O ministro Alexandre de Moraes pediu vista (mais tempo para estudar o caso) e o STF (Supremo Tribunal Federal) interrompeu, nesta quinta (1°), a análise de uma questão de ordem que visa restringir o foro privilegiado garantido aos políticos. Quatro dos 11 ministros já votaram a favor da restrição.
Na quarta (31), quando a análise do assunto começou, o relator, Luís Roberto Barroso, votou pela restrição do foro privilegiado somente para políticos acusados de crimes cometidos no exercício do mandato em vigor e relacionados a ele.
Hoje, se um cidadão sem mandato comete um crime e depois é eleito deputado federal ou senador, por exemplo, o processo que tramitava em primeira instância sobe para o STF. Quando esse mesmo cidadão deixa o mandato, se o processo não tiver sido concluído ainda, ele volta à primeira instância.
Essas idas e vindas entre diferentes instâncias da Justiça, que os ministros Barroso e Marco Aurélio chamaram de "elevador processual", sobrecarregariam os tribunais superiores e atrasariam o desfecho dos processos, aumentando a chance de os crimes prescreverem (ficarem sem punição).
VISTA
A previsão era retomar a discussão nesta quinta com o voto de Edson Fachin, mas houve uma inversão e o primeiro a falar foi Moraes. "Não há dúvida que há disfuncionalidade no sistema de foros", iniciou.
Mas prosseguiu comparando o Supremo, ao qual se atribui morosidade no combate à corrupção, com a primeira instância do Judiciário.
"Me pergunto se há um histórico de primeira instância de combate efetivo às elites políticas e à corrupção. Não. Uma das chagas brasileiras é exatamente o não combate à corrupção", disse. "Não é possível estabelecer conexão entre impunidade no Brasil e ampliação do foro privilegiado."
Diante da complexidade do tema, segundo Moraes, ele pediu mais tempo para analisá-lo.
Em seguida, Marco Aurélio, Rosa Weber e a presidente da corte, Cármen Lúcia, pediram para adiantar seus votos e acompanharam o relator, pela restrição do foro.
Marco Aurélio criticou o vaivém dos processos nas diferentes instâncias da Justiça quando políticos assumem ou deixam o mandato. "A Constituição enseja isso? Para mim, não. A fixação de competência, para mim, está atrelada à data do cometimento [do crime]", disse, acrescentando que a prerrogativa de foro visa proteger o mandato.

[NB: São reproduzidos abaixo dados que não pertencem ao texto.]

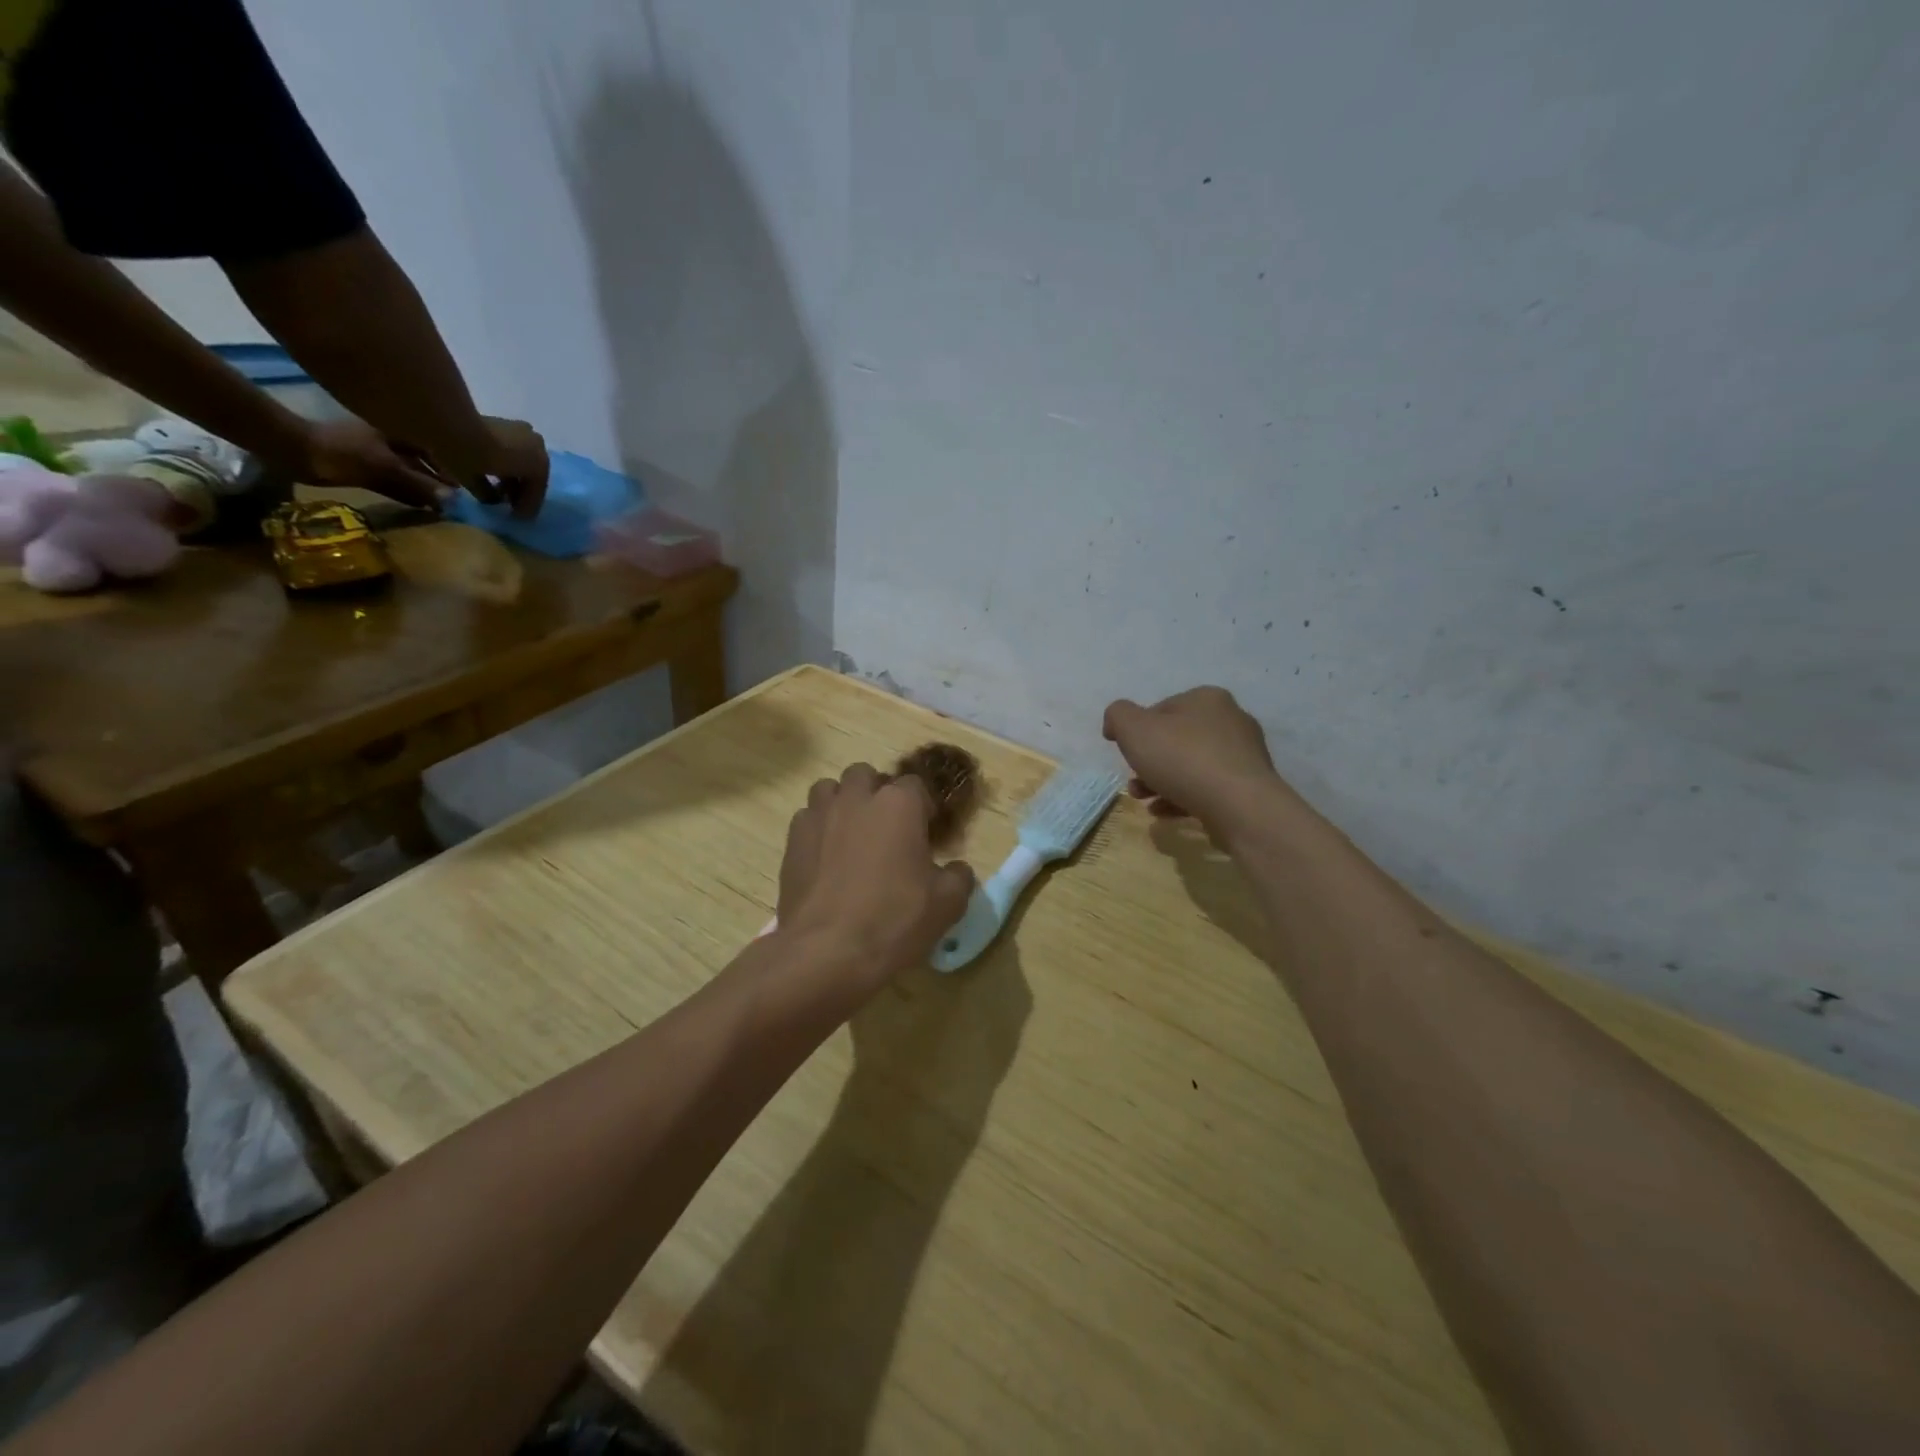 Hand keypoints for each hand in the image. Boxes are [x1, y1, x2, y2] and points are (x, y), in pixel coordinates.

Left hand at [297, 418, 451, 508]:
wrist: (294, 453)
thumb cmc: (342, 454)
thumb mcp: (386, 470)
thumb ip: (420, 485)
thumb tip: (454, 501)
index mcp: (400, 430)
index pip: (438, 445)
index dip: (457, 463)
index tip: (474, 482)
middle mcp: (394, 437)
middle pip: (428, 459)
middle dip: (444, 476)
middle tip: (464, 496)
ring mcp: (380, 451)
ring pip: (414, 469)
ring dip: (429, 485)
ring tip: (447, 503)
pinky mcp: (368, 464)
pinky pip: (399, 478)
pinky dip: (412, 490)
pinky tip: (423, 503)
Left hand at [465, 417, 548, 519]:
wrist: (448, 422)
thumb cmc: (470, 458)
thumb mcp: (479, 483)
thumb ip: (491, 495)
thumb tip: (493, 500)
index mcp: (539, 464)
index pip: (536, 491)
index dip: (527, 507)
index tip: (517, 518)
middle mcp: (538, 447)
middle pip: (531, 475)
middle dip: (521, 490)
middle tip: (510, 506)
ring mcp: (523, 432)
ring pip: (522, 462)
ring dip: (513, 477)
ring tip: (500, 490)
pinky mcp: (505, 422)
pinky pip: (513, 449)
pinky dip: (505, 463)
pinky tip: (493, 472)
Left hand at [776, 764, 974, 992]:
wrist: (826, 951)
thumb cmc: (893, 920)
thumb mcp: (947, 904)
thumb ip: (958, 877)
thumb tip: (956, 869)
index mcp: (899, 805)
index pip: (916, 786)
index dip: (923, 807)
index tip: (926, 832)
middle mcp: (857, 799)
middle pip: (866, 776)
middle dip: (877, 793)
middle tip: (887, 828)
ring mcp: (819, 816)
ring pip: (830, 789)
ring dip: (843, 803)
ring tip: (852, 834)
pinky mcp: (792, 840)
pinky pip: (807, 818)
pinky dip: (818, 828)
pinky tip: (825, 857)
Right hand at [1102, 687, 1279, 830]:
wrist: (1239, 806)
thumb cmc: (1183, 759)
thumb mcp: (1134, 729)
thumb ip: (1118, 716)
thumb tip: (1116, 723)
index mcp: (1206, 699)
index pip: (1161, 710)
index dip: (1137, 732)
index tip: (1126, 754)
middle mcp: (1231, 720)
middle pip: (1176, 740)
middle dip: (1149, 763)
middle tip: (1134, 783)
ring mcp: (1244, 755)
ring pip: (1191, 767)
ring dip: (1162, 783)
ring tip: (1145, 801)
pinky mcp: (1249, 787)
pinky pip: (1208, 789)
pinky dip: (1183, 798)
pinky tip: (1165, 813) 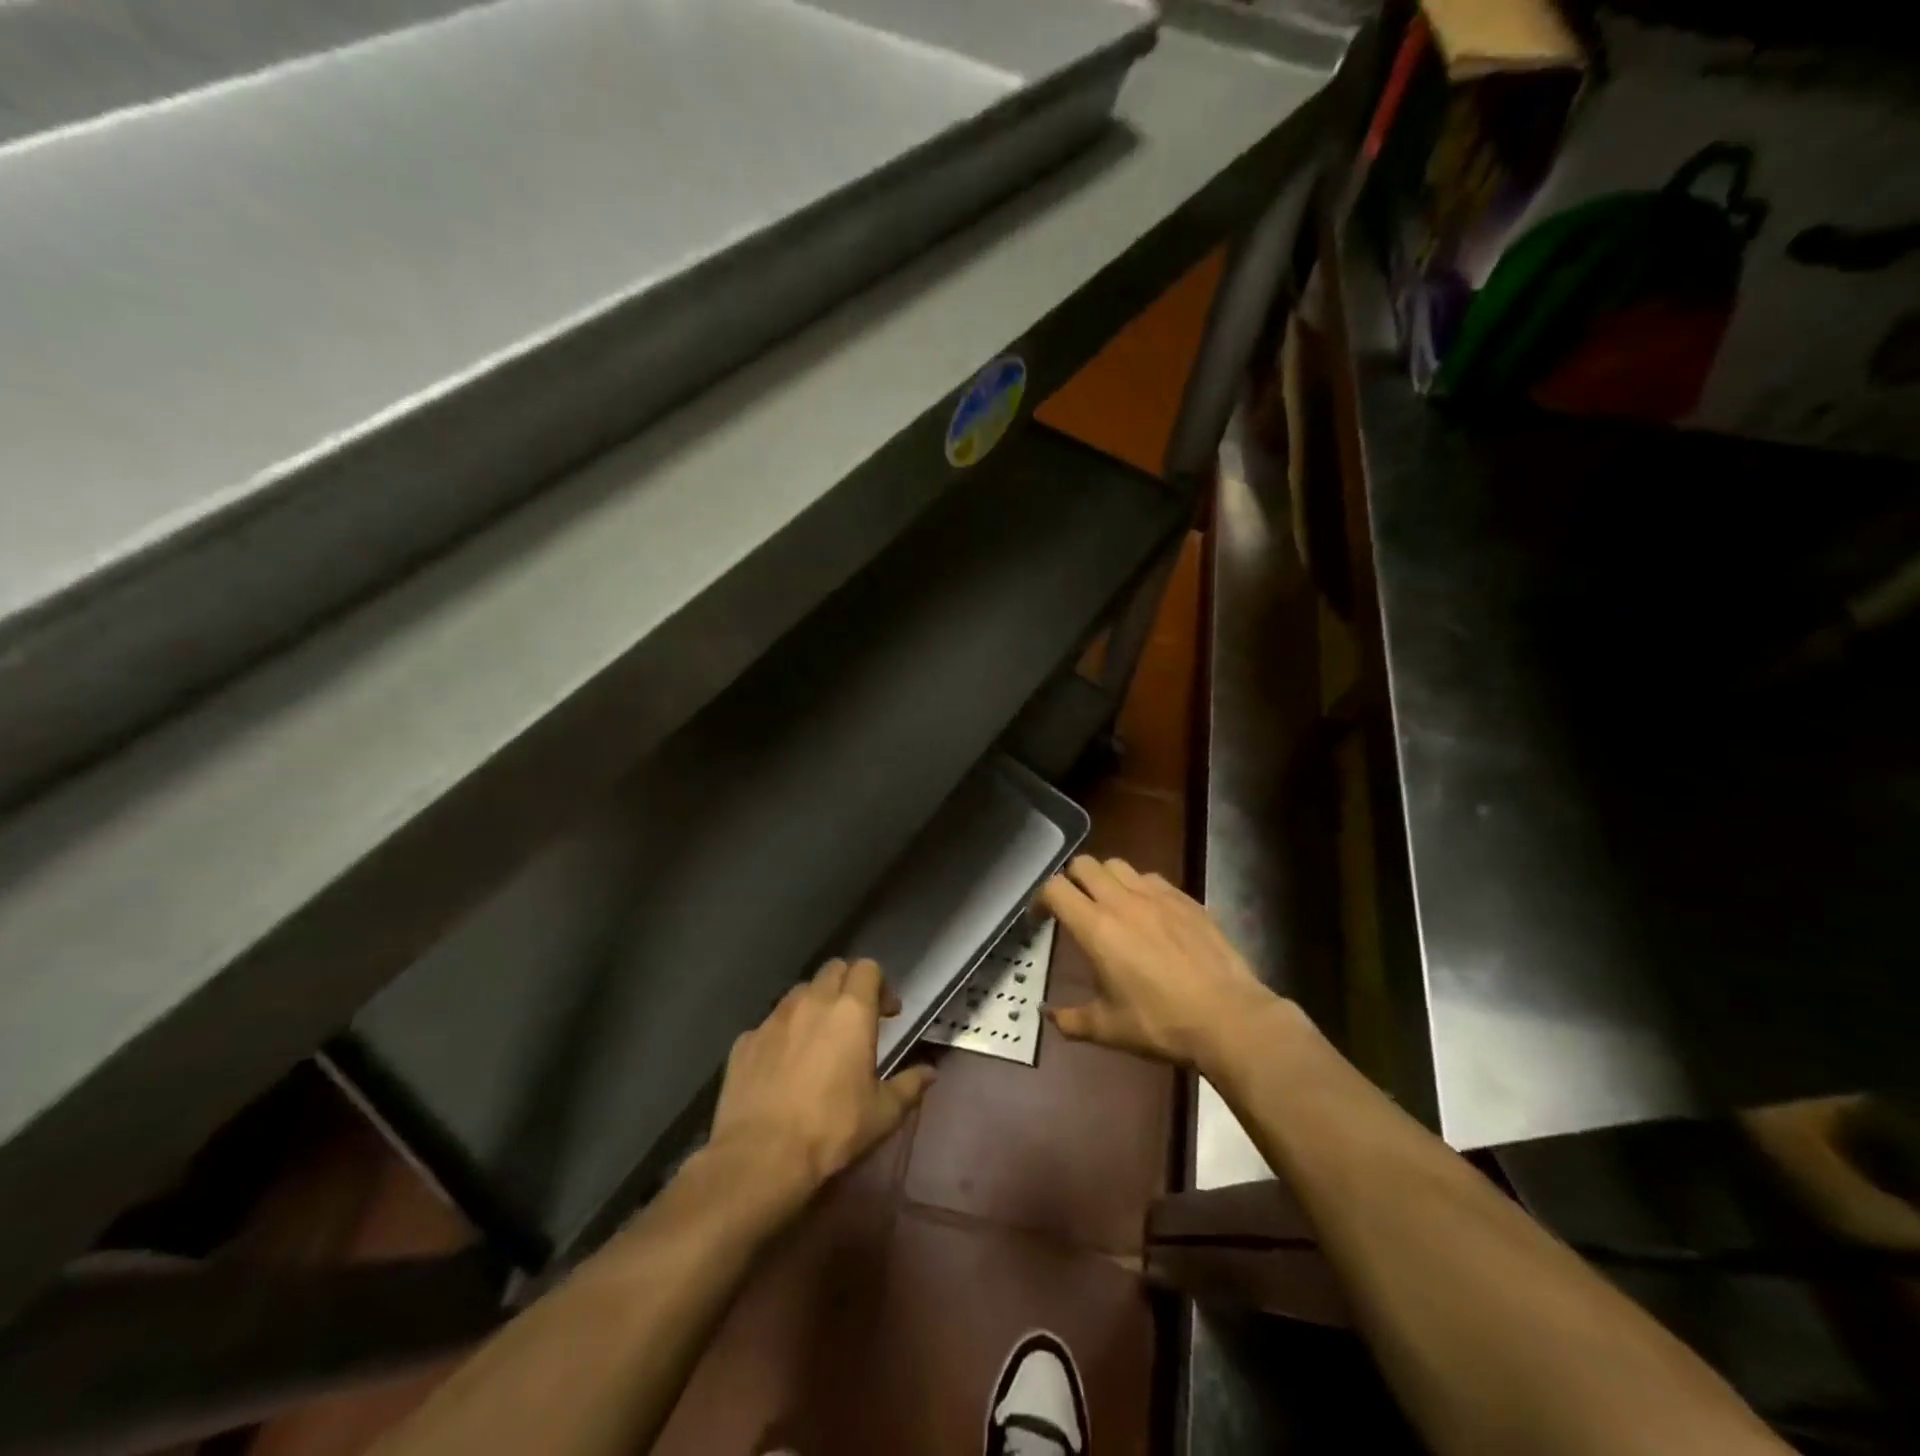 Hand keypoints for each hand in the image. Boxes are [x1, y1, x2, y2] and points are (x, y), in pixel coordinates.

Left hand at [710, 957, 935, 1192]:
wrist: (761, 1157)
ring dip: (815, 1005)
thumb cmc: (832, 1129)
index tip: (888, 1014)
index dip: (881, 985)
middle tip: (856, 1019)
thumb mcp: (883, 1114)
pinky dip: (783, 1033)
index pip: (868, 968)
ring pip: (800, 993)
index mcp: (851, 1010)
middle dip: (848, 986)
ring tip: (819, 1039)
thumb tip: (930, 1072)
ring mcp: (773, 1018)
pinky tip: (784, 1065)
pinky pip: (770, 1024)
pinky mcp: (745, 1041)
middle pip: (833, 970)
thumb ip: (909, 1085)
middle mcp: (812, 1002)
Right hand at [1041, 856, 1278, 1069]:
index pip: (1055, 888)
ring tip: (1110, 905)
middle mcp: (1122, 901)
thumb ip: (1070, 1019)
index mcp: (1096, 927)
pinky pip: (1152, 878)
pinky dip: (1139, 887)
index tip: (1041, 919)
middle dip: (1072, 880)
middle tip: (1074, 907)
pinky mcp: (1186, 898)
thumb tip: (1047, 1015)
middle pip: (1084, 865)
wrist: (1228, 1017)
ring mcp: (1157, 895)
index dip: (1041, 898)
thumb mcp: (1108, 1029)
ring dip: (1105, 879)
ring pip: (1118, 865)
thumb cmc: (1160, 1023)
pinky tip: (1148, 913) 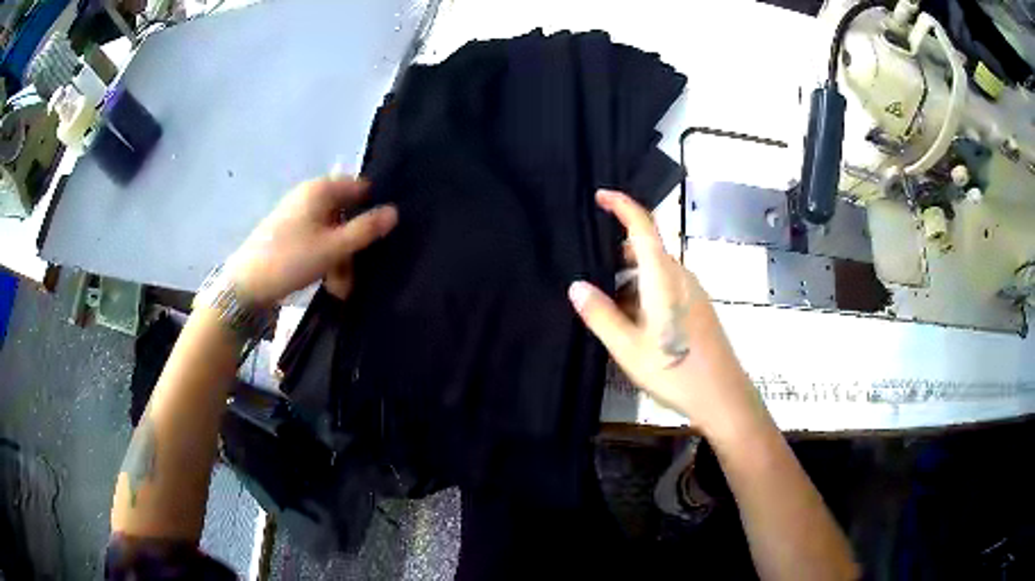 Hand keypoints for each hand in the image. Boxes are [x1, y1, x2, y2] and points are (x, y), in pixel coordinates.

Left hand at [227, 177, 397, 306]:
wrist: (245, 285)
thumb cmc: (291, 260)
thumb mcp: (334, 247)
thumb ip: (365, 229)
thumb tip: (395, 211)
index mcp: (321, 189)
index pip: (361, 187)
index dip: (373, 208)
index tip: (381, 236)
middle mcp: (310, 195)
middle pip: (346, 212)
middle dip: (355, 242)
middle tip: (358, 270)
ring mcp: (298, 214)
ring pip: (332, 231)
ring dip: (342, 257)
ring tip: (341, 286)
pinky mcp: (289, 232)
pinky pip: (317, 240)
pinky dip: (326, 258)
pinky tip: (328, 282)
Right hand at [568, 190, 762, 436]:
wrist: (723, 397)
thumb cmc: (676, 371)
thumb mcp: (629, 348)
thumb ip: (601, 315)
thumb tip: (576, 286)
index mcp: (663, 278)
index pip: (644, 227)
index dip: (622, 205)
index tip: (601, 195)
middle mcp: (681, 277)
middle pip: (647, 250)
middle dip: (617, 253)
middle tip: (589, 269)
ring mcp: (692, 292)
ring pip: (655, 272)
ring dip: (629, 279)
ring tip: (606, 304)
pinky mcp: (697, 308)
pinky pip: (665, 287)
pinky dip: (644, 293)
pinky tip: (631, 323)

"Já manifestei em mais de uma oportunidade, em sessão da Primeira Turma, que o instituto do foro especial, pelo qual não tenho a menor simpatia, mas que se encontra albergado na nossa Constituição, só encontra razão de ser para a dignidade do cargo, e não para a pessoa que o titulariza, o que evidencia, a meu juízo, a absoluta pertinência de uma interpretação no mínimo restritiva que vincule o instituto aos crimes cometidos no exercício do cargo e em razão do cargo", afirmou Rosa.
Cármen Lúcia disse que, como é hoje, está "caracterizada situação de mutação constitucional, uma vez que foro não é escolha. Prerrogativa não é privilegio".
Para reforçar sua tese como relator, Barroso afirmou que, se não fizesse diferença para o político ser processado no Supremo ou em outra instância, "não haveria empenho em manter" o foro –o que, para ele, mostrou-se uma característica comum a pessoas de todos os partidos.
"Se [o foro] não assegurasse impunidade, não haveria disputa por cargos que garantissem foro no Supremo. Manter a jurisdição no Supremo é bênção, a meu ver com acerto, porque supõe-se que vai haver mais celeridade na primeira instância", disse Barroso.
"Não há argumento capaz de desfazer realidade óbvia que, por lei, por medida provisória, se quer assegurar foro no Supremo e há de haver alguma razão para isso", completou o relator.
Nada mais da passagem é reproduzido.